The City of Milwaukee second dockless scooter pilot study is coming to a close. After scooters took a year off from the roads in 2020 due to the pandemic, the city adopted the second pilot study this summer, allowing the companies Bird, Lime and Spin to each operate 1,000 scooters in the city on a trial basis.
Now, as that pilot study nears its end on Nov. 15, the city wants to hear what you think of the scooters. You can take the city's survey about dockless scooters here (there are also versions of the survey available in Spanish and Hmong).
While the city is still soliciting feedback, it seems likely that these scooters are here to stay. Milwaukee’s 2019 pilot program study found few major problems with the scooters, including few instances of crashes or injuries, and a survey reported that more residents approve of them than not.
“The high ridership demonstrates latent demand for new transportation options, and 58.4% of survey respondents cited ‘more transportation options in Milwaukee’ as an important or very important benefit of dockless scooters,” according to that study. “Smaller, electric, shared vehicles also have the potential to assist in achieving other City goals around health, equity, safer streets, and climate change.”
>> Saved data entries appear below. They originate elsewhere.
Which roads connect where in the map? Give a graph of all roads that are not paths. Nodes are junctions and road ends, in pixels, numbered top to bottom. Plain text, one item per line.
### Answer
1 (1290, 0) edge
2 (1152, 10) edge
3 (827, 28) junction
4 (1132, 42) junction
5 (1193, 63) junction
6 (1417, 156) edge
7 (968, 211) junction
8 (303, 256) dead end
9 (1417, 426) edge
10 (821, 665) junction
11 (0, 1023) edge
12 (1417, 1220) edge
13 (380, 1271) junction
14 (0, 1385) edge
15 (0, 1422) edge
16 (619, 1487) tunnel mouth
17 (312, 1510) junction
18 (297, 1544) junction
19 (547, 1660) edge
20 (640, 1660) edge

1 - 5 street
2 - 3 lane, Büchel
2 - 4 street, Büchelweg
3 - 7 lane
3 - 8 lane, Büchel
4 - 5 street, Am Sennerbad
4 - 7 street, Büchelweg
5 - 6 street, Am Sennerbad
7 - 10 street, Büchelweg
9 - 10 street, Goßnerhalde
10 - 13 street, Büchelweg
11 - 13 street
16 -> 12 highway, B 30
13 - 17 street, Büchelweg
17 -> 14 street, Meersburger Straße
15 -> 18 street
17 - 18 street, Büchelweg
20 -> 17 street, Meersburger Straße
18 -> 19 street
Milwaukee’s 2021 scooter pilot program, then, has focused less on the feasibility of dockless scooters than on ways to improve their usage and distribution. The city has identified reducing sidewalk riding as a top concern, as well as more equitably distributing the scooters throughout the city. If distributed properly, dockless scooters could help connect parts of the city under-served by public transportation to jobs and attractions, but in 2019 the scooters were inordinately placed in Downtown. Bird, Lime and Spin were required to better disperse their scooters under this year’s requirements.
The city is also monitoring how Covid-19 has changed people’s travel patterns.